Representative Patlak plots of the ratio of brain tissue (C_tis) concentrations of Gd-DTPA to plasma [C_pa=C_a(t)/(1-Hct)] vs. concentration ratio-stretched time (t_stretch) for three brain regions of interest (ROI) from one rat. The Gd-DTPA K_i values were obtained from the slope of the lines. Among the regions with leaky capillaries, the influx appeared to be greater in the preoptic area (PoA) than the striatum. The slopes in these two regions were significantly different from zero and indicate an appreciable, but small, Gd-DTPA influx. The slope of the line was flat (and statistically not different than zero) for the contralateral ROI and indicates a normal K_i. The units on the abscissa are plasma concentration ratio-stretched time, not real time (which was about 24 min in this case). (From Knight et al. Magn Reson Med. 2005;54:813-821)

Figure 3

Vascular parameters pre- (left, test) and post-dexamethasone (right, re-test) administration. A: Vascular volume v_D, B: Transfer constant K₁ [min⁻¹], C: Efflux constant k_b [min⁻¹], D: F-test for Model 3 vs Model 2, with a high value resulting in rejection of Model 2. Only those regions in C with high F-test values have valid results for the estimate of k_b. A widespread decrease in K₁ and kb are easily visualized. Less visible is a moderate decrease in v_D. Bright spots in the maps of v_D correspond to vascular pools. Note the decrease in the F-test from pre- to post-dexamethasone studies. (From Ewing et al.
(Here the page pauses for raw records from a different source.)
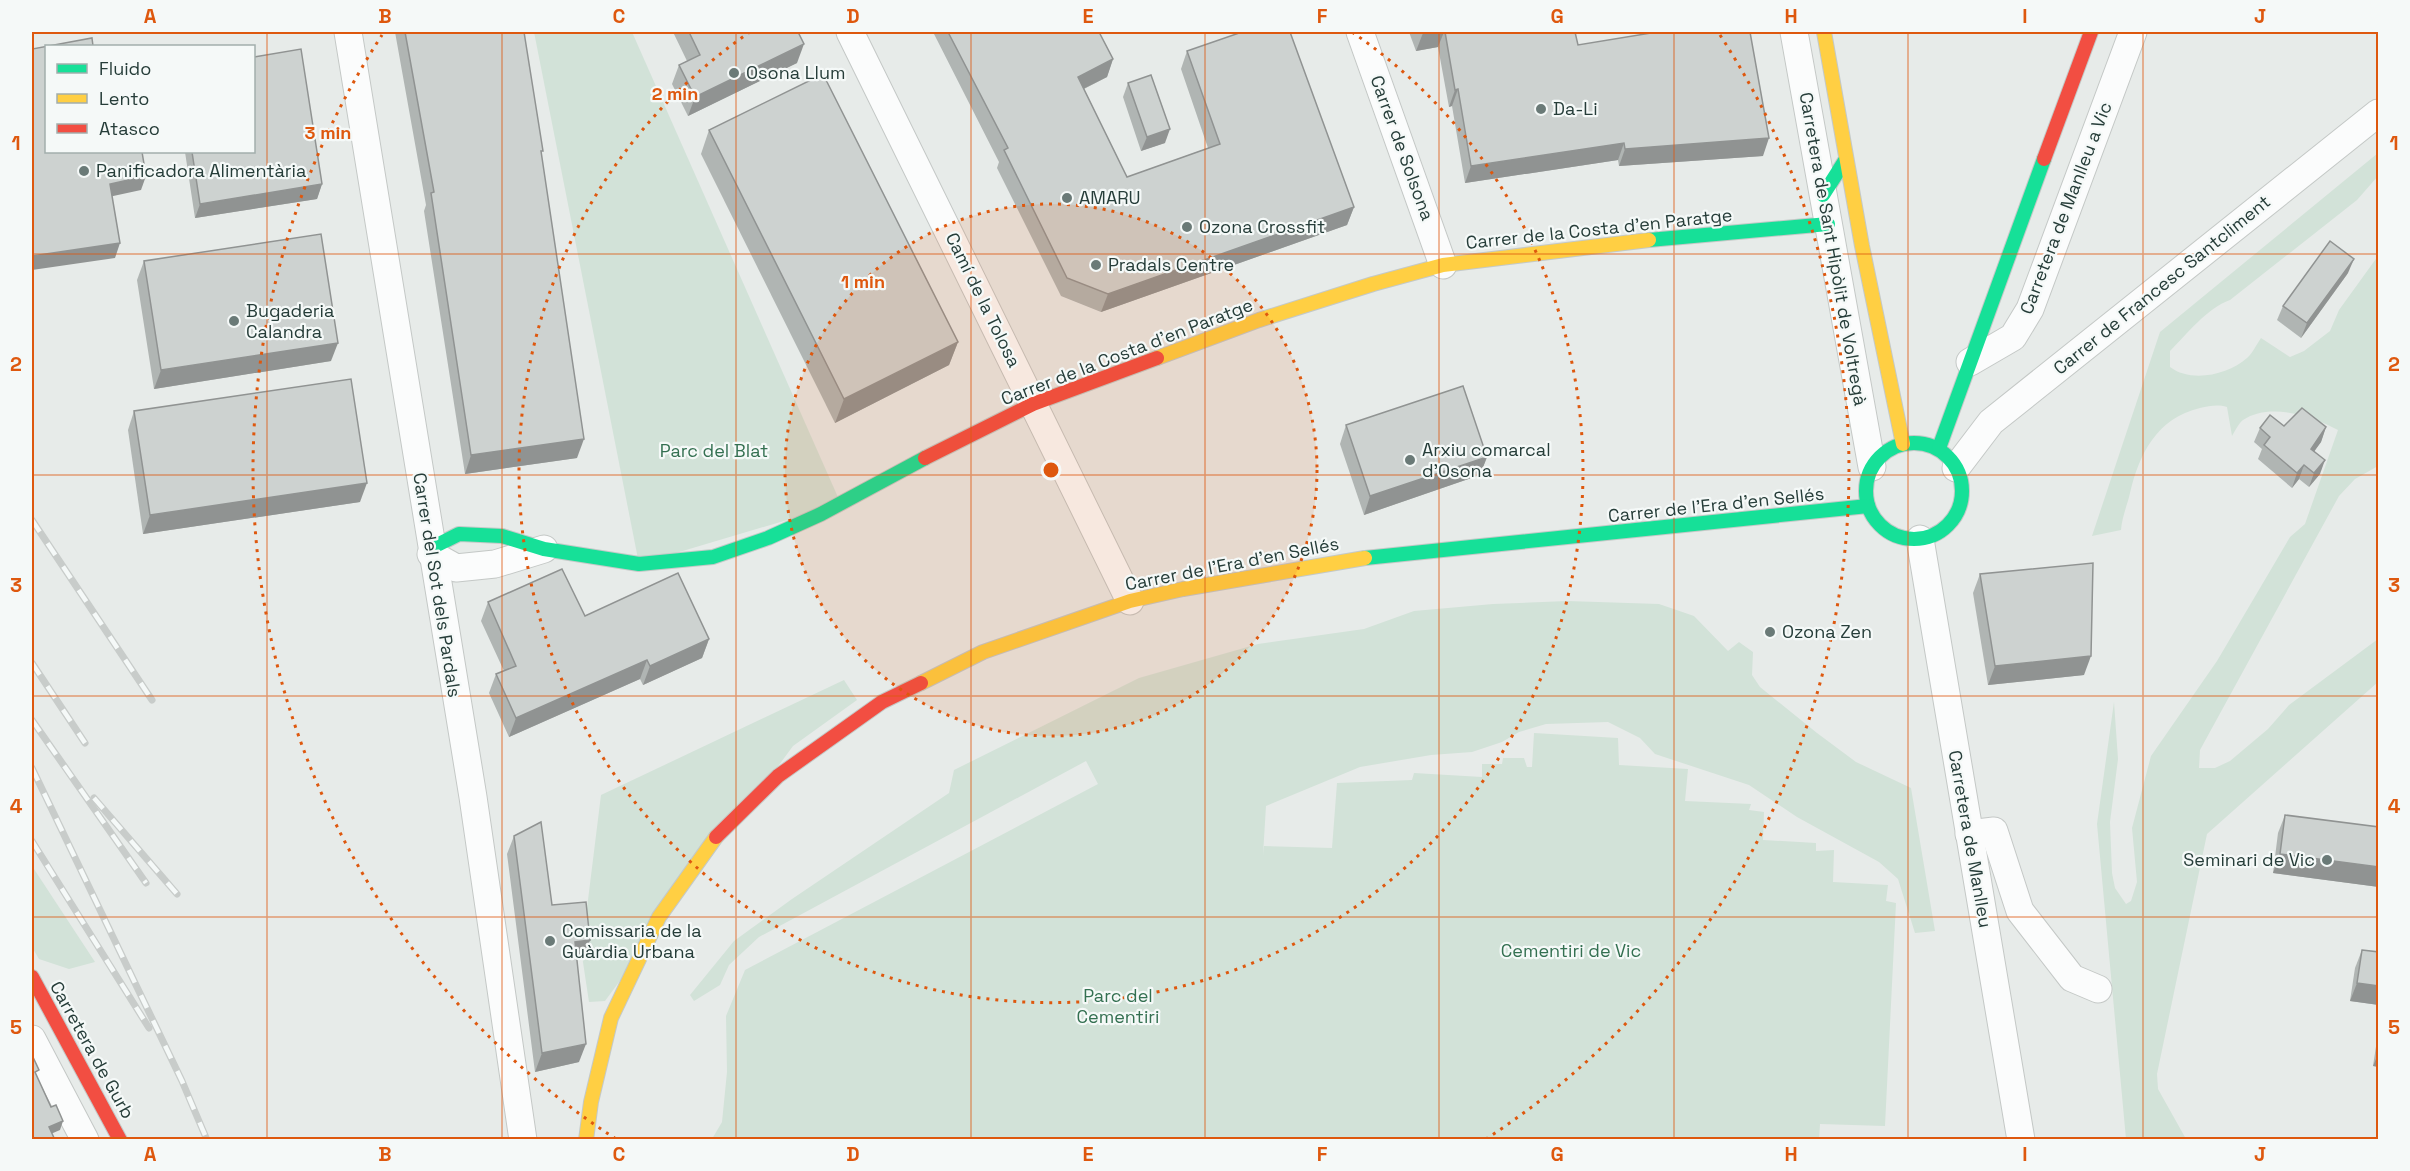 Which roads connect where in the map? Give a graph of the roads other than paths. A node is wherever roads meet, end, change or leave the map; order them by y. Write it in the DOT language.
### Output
graph roads {
  1 [pos="348,32"];
  2 [pos="850,32"];
  3 [pos="1360,32"];
  4 [pos="1794,32"];
  5 [pos="1824,32"];
  6 [pos="2091,32"];
  7 [pos="2133,32"];
  8 [pos="2379,113"];
  9 [pos="1846,159"];
  10 [pos="1823,195"];
  11 [pos="1828,224"];
  12 [pos="1443,265"];
  13 [pos="1970,362"];
  14 [pos="1033,404"];
  15 [pos="1903,444"];
  16 [pos="1948,458"];
  17 [pos="1872,466"];
  18 [pos="1868,506"];
  19 [pos="1920,538"];
  20 [pos="544,549"];
  21 [pos="431,551"];
  22 [pos="1130,601"];
  23 [pos="1969,834"];
  24 [pos="32,977"];
  25 [pos="2098,989"];
  26 [pos="32,1039"];
  27 [pos="85,1140"];
  28 [pos="120,1140"];
  29 [pos="523,1140"];
  30 [pos="586,1140"];
  31 [pos="2021,1140"];
  1 -- 21 [label="street, Carrer del Sot dels Pardals"];
  2 -- 14 [label="street, Camí de la Tolosa"];
  3 -- 12 [label="street, Carrer de Solsona"];
  4 -- 10 [label="street, Carretera de Sant Hipòlit de Voltregà"];
  5 -- 9 [label="street, Carretera de Sant Hipòlit de Voltregà"];
  6 -- 13 [label="street, Carretera de Manlleu a Vic"];
  7 -- 13 [label="street, Carretera de Manlleu a Vic"];
  8 -- 16 [label="street, Carrer de Francesc Santcliment"];
  9 -- 10 [label="street"];
  9 -- 15 [label="street, Carretera de Sant Hipòlit de Voltregà"];
  10 -- 11 [label="street, Carretera de Sant Hipòlit de Voltregà"];
  11 -- 12 [label="street, Carrer de la Costa d'en Paratge"];
  11 -- 17 [label="street, Carretera de Sant Hipòlit de Voltregà"];
  12 -- 14 [label="street, Carrer de la Costa d'en Paratge"];
  13 -- 16 [label="street, Carretera de Manlleu a Vic"];
  14 -- 20 [label="street, Carrer de la Costa d'en Paratge"];
  14 -- 22 [label="street, Camí de la Tolosa"];
  15 -- 16 [label="street"];
  15 -- 17 [label="street"];
  16 -- 19 [label="street"];
  17 -- 18 [label="street"];
  18 -- 19 [label="street"];
  18 -- 22 [label="street, Carrer de l'Era d'en Sellés"];
  19 -- 23 [label="street, Carretera de Manlleu"];
  20 -- 21 [label="street"];
  21 -- 29 [label="street, Carrer del Sot dels Pardals"];
  22 -- 30 [label="street, Carrer de l'Era d'en Sellés"];
  23 -- 25 [label="street"];
  23 -- 31 [label="street, Carretera de Manlleu"];
  24 -- 28 [label="street, Carretera de Gurb"];
  26 -- 27 [label="street"];
}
J Magn Reson Imaging 2008;27:1430-1438)

Figure 4

A representative collage of Gd-DTPA and Gd-BSA-Evans Blue (EB) enhancements during MRI, corresponding T_1sat maps and fluorescence images from one experiment. A – Gd-DTPA enhancement in a rat 24 hours after 3 hours of MCA occlusion. A large area of brightness is seen in the preoptic area and striatum. The small, bilateral, bright regions below this enhancement are parts of medium eminence and hence, naturally leaky. Contrast enhancement in such regions, ventricles (large arrows), and pial vasculature surrounding the brain were routinely observed. B – Subsequent Gd-BSA-EB enhancement in this rat. It is a much smaller area. Other normally leaky regions are also visible. In C, the T_1sat map for this slice is shown in gray scale. On the calibration bar on the left, hyperintense/bright areas indicate increased values. The ventricles and circumventricular organs appear bright on this map due to the inherent sensitivity of T_1sat to water/proton shifts. The low-magnification, reconstructed fluorescence image shown (D) has extravascular red fluorescence in the same regions of interest as the Gd-BSA-EB–enhancing area in B. The greenish-yellow hue in the rest of the vasculature is due to the combination of red (EB) and green (fluorescein isothiocyanate–dextran) fluorescence. This image was constructed by collecting the coronal brain section as a series of low magnification (X2.5) images and tiling them together. (From Nagaraja et al. Stroke. 2008;39:427-432).